All taxes are distortionary. If you tax income then you under-incentivize investment. Why is over-borrowing and over-spending better than over-investing?

Would you care to elaborate as to what bearing your list of assumptions has on the issue? It wasn't clear from your post.


>Those taxes are hard to avoid, but they are bourne by workers/consumers, regardless of who you collect them from (i.e. the economic incidence of a tax is not the same as the legal incidence).

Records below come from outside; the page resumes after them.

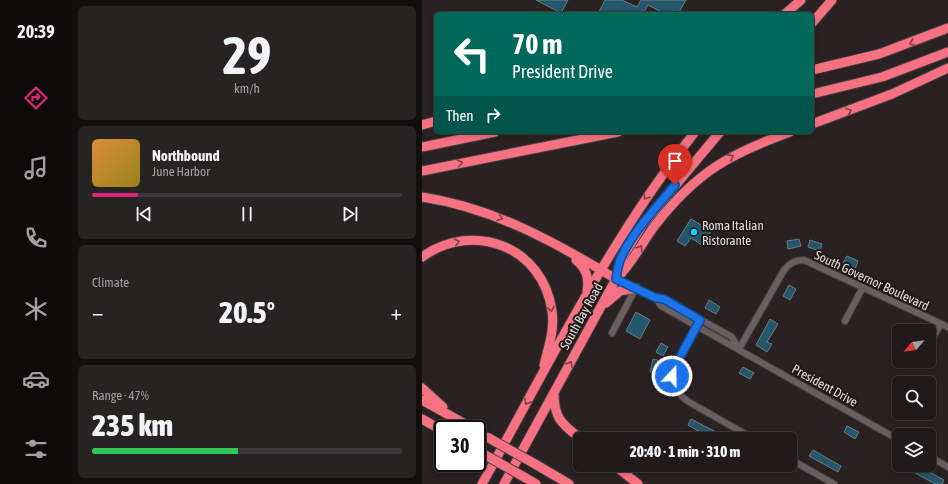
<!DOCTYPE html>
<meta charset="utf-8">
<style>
:root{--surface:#201a1a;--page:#282323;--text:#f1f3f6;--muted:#a2a1a2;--line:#3d3839;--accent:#db2777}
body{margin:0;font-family:"Asap Condensed",sans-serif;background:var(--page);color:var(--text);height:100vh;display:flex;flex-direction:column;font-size:15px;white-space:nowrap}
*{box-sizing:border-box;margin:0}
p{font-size:13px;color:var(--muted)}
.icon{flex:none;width:22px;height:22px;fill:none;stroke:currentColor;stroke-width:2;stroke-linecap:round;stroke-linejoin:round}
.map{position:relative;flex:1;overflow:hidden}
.drawer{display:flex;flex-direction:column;gap:6px;padding:6px;background:#120e0e;width:350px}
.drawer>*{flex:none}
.guide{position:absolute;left:12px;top:12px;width:380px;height:122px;border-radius:6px;box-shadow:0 2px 6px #0003,0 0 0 1px var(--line);background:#00695c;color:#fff;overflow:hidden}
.needle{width:26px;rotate:242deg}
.fabs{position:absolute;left:470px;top:324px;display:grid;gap:8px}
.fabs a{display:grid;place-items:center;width:44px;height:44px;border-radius:6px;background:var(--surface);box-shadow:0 2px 6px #0003,0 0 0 1px var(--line);font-size:20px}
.speed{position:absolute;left:12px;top:420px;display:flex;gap:8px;font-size:20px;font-weight:700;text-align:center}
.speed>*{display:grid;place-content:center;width:52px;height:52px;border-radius:50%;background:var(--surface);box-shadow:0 2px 6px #0003,0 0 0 1px var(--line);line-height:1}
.speed .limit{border:2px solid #111;border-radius:6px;background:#fff;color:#111}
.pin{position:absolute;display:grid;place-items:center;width:34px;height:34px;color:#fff;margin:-41px -17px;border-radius:50% 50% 50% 0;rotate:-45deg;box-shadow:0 0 4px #0007}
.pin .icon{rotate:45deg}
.me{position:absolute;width:44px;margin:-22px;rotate:21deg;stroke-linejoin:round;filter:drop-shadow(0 0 3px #0008)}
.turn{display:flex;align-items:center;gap:14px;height:84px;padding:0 12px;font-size:18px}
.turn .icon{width:52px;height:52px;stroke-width:2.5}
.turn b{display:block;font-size:28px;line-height:34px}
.then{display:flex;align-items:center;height:38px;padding:0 12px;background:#0003;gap:8px;font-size:15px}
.big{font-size:30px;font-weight:800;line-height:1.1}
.drawer .widget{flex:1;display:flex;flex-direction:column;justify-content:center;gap:6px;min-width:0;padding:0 14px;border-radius:6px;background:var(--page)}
.drawer .dial{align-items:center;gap:0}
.dial b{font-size:52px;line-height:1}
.song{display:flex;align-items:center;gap:12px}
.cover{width:48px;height:48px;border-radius:6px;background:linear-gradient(135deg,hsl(30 70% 55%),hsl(50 70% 35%))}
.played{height:4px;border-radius:2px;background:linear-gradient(90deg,var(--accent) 15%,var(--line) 15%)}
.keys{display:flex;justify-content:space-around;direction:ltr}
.heat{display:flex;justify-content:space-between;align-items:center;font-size:22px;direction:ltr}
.charge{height:6px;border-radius:3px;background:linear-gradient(90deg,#34c759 47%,var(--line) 0)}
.trip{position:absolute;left:151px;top:432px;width:224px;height:40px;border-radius:6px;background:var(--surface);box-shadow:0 2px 6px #0003,0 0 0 1px var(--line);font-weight:800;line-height:40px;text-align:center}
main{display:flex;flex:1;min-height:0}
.tabs{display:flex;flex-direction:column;width:72px;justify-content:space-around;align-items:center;background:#0d0a0a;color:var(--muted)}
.tabs .icon{width:28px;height:28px}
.tabs .current{color:var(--accent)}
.tabs b{font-size:18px;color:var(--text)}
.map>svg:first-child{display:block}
.building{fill:#22576c;stroke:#707a7e}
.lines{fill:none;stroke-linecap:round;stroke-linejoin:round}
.minor-casing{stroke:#453e3e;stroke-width:8}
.highway-casing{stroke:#453e3e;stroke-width:11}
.minor{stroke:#6a5f60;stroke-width:6}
.highway{stroke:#f67282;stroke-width:9}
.highway-bridge-casing{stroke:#453e3e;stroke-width:11;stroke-linecap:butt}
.highway-bridge{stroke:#f67282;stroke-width:9}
.oneway{stroke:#814048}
.route-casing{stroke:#114b97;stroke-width:10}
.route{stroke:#1a73e8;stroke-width:7}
.poi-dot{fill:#21c9fd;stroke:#211819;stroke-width:1.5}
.labels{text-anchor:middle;stroke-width:4;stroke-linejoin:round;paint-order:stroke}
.poi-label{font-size:13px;fill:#e4dede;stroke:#211819;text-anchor:start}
.street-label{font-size:13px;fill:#e4dede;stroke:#211819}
</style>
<main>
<nav class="tabs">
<b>20:39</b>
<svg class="icon current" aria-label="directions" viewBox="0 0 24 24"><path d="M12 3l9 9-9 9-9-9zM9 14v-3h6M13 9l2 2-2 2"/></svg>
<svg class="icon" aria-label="music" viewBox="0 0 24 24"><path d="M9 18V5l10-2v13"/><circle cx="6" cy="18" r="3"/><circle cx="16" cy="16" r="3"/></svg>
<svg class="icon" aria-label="phone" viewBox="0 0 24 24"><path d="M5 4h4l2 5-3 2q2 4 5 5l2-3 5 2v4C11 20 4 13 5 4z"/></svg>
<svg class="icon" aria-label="climate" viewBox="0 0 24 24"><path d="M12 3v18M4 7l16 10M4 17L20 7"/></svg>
<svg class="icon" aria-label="car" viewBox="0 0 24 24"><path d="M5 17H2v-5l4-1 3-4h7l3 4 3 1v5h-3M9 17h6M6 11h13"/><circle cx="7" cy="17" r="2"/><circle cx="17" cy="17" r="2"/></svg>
<svg class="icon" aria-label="filters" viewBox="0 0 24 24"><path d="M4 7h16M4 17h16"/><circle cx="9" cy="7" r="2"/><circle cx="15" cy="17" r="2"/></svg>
</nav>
<section class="drawer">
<div class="widget dial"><b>29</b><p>km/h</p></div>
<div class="widget">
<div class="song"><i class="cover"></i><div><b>Northbound</b><p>June Harbor</p></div></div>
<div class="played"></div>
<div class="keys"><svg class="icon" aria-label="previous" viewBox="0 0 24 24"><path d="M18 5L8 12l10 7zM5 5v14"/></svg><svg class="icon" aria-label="pause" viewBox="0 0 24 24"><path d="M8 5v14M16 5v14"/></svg><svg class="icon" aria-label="next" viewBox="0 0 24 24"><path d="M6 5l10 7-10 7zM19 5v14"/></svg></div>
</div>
<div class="widget"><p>Climate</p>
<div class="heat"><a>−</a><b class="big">20.5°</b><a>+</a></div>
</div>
<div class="widget"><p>Range · 47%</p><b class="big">235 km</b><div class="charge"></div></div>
</section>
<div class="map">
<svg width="526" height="484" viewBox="0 0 526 484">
<rect width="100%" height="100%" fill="#2a2222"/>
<!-- building -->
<path class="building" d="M 114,0 L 146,0 L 139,13 Z
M 183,0 L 200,0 L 215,7 L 219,0 L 264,0 L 256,14 L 243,14 L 226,5 L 221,14 L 176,14 Z
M 269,219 L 289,231 L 280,245 L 269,238 L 263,246 L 255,241 Z
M 377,239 L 379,246 L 366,249 L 365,241 Z
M 388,240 L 400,244 L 398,251 L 386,247 Z
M 425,256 L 436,261 L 433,269 L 421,263 Z
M 367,285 L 374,289 L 368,300 L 361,296 Z
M 287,300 L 298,307 L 294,314 L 283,308 Z
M 214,312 L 228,320 L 218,339 L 204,331 Z
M 348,319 L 356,324 L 345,342 L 350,344 L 345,352 L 334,345 Z
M 239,343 L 246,347 L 241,356 L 234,352 Z
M 231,359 L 239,361 L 236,373 L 228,372 Z
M 321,367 L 332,373 L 328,379 L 317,373 Z
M 269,419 L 298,434 L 295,439 L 290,439 L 266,425 Z
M 425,426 L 437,432 L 433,439 L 422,432 Z
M 391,450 L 419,466 L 416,472 L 387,456 Z
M 479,465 L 495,465 L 522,480 L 520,484 L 513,484 Z"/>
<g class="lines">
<!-- minor casing -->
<g class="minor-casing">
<path id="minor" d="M 194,279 L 234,298 L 242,299 L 310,337 L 316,348
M 234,298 L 239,306 L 477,440
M 278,320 L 251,368 C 248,383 254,393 267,402 L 332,439
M 423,321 L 441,287
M 190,333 L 214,288
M 507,344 L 519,324
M 317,349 L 362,270 C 368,263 373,260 382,260 L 526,327
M 507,456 L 526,467
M 368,459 L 412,484"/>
</g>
<!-- highway casing -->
<g class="highway-casing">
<path id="highway" d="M 363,14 L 379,0
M 390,23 L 410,0
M 390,70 L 457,54 L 526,28
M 390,94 L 460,77 L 526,52
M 390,124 L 470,94 L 526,68
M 0,125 L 14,121
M 0,147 L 73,132
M 0,171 L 196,132
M 0,197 C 72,208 133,242 194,279
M 0,257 C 52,220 121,247 130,311 C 133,330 126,348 122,365
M 154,260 C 165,269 167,278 165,292
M 194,279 C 211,263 220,242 234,224 C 275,172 307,154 368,132
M 184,303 L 198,291 L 214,288
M 0,388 L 21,407
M 132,393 C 132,419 140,424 159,439
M 0,400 L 52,429
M 0,419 L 21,431
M 113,464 L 147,484
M 192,465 L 216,484
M 102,477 L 114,484
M 60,484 C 127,364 187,240 273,132
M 82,484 L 194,279 L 198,261 L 221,224 L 298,132"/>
</g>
<!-- minor -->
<use href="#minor" class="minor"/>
<!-- highway -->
<use href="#highway" class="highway"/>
<!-- highway-bridge casing -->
<g class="highway-bridge-casing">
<path id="highway-bridge" d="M 65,437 L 113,464
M 58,452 L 102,477"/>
</g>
<!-- highway-bridge -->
<use href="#highway-bridge" class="highway-bridge"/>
</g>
<!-- one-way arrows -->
<defs><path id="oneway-chevron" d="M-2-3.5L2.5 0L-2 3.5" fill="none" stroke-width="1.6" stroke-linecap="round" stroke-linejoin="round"/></defs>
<g class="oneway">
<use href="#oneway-chevron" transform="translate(490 43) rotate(160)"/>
<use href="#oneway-chevron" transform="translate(427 111) rotate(-20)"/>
<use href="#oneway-chevron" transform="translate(309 157) rotate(-29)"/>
<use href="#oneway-chevron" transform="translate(38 163) rotate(-11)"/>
<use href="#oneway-chevron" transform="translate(224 197) rotate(124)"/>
<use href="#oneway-chevron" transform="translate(78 218) rotate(20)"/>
<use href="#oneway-chevron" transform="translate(35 242) rotate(-12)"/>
<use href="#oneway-chevron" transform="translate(218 248) rotate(-58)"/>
<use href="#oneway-chevron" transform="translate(129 309) rotate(80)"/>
<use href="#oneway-chevron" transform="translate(148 364) rotate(-61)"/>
<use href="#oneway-chevron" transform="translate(105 402) rotate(119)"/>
</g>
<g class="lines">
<!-- route casing -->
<g class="route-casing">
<path id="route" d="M 250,376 L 252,368 L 278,320 L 242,299 L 234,298 L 194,279 C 195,273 196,266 198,260 C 210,232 234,208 253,185"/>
</g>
<!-- route -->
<use href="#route" class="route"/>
</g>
<!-- markers -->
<circle class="poi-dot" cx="272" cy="232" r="4"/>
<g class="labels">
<!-- poi labels -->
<g class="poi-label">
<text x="280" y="230">Roma Italian<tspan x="280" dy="15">Ristorante</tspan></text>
</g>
<!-- street labels -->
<g class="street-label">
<text transform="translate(450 280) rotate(25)" y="5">South Governor Boulevard</text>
<text transform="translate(159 316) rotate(-61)" y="5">South Bay Road</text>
<text transform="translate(403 385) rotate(29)" y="5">President Drive</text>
</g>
</g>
</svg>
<div class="fabs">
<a><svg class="needle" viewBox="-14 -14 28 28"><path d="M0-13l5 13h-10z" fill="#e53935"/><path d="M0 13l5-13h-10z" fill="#a2a1a2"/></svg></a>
<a><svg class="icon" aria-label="search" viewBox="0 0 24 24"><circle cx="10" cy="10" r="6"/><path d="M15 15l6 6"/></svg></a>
<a><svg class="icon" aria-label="layers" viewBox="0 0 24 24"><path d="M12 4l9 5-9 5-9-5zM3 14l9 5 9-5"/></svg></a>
</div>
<div class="speed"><div class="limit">30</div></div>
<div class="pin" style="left:253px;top:185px;background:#d93025"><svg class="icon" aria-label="arrive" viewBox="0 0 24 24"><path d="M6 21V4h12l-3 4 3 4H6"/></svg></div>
<svg class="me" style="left:250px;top:376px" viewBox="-20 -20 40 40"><circle r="17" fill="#1a73e8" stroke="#fff" stroke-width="3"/><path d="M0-11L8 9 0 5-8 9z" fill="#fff"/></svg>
<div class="trip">20:40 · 1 min · 310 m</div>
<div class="guide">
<div class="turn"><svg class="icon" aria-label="left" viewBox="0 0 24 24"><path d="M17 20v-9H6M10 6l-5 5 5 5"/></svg><div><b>70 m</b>President Drive</div></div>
<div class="then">Then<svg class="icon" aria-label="right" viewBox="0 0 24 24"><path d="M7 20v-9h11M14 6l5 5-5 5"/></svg></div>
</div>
</div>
</main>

Yes and no. Nominally imposing the tax on the seller or employer is better for the buyer or employee -- it doesn't necessarily mean the seller won't be able to pass the tax on, but it helps. For example, if the employee is making minimum wage, the employer can't reduce their compensation by law, so imposing a labor tax on the employer will force them to eat it because they're not allowed to take it out of the employee's compensation. If the tax was nominally on the employee then it would instead come right out of their minimum wage paycheck. And the same goes for any other mechanism that tends to prevent employers from lowering wages: If you have an employment contract that specifies your compensation, you keep getting paid what you were agreed to be paid even if your employer now has to pay more taxes instead of you. If you have a trade union, the union is going to have a better shot at preventing a wage reduction than demanding raises to counteract a new tax, etc.

In the longer term, as employers have time to hire new employees with new contracts or refuse raises etc., the free market catches up with the tax changes. But that doesn't mean the tax is paid entirely by consumers and employees. If sellers could raise the price of their goods by the amount of a newly imposed VAT without reducing their sales then they would have done it already regardless. When the VAT is imposed industry-wide it allows some cover for price increases, but not by 100% of the tax amount except for in rare cases (such as where the profits in that industry were already legitimately non-existent and passing on the full tax is the only alternative to going out of business). In non-collusive markets the existing players will be fighting to keep prices close to where they were in order to retain as much of their existing sales volume as possible to keep their sunk cost infrastructure utilized, which will require them to eat a sizable chunk of the tax burden.

More to the point, how is that possibly worse than it is now, with international corporations nominally paying a tax on profits but then arranging to not have any profits in jurisdictions where taxes are high, and then subjecting local small businesses to the taxes avoided by their larger competitors?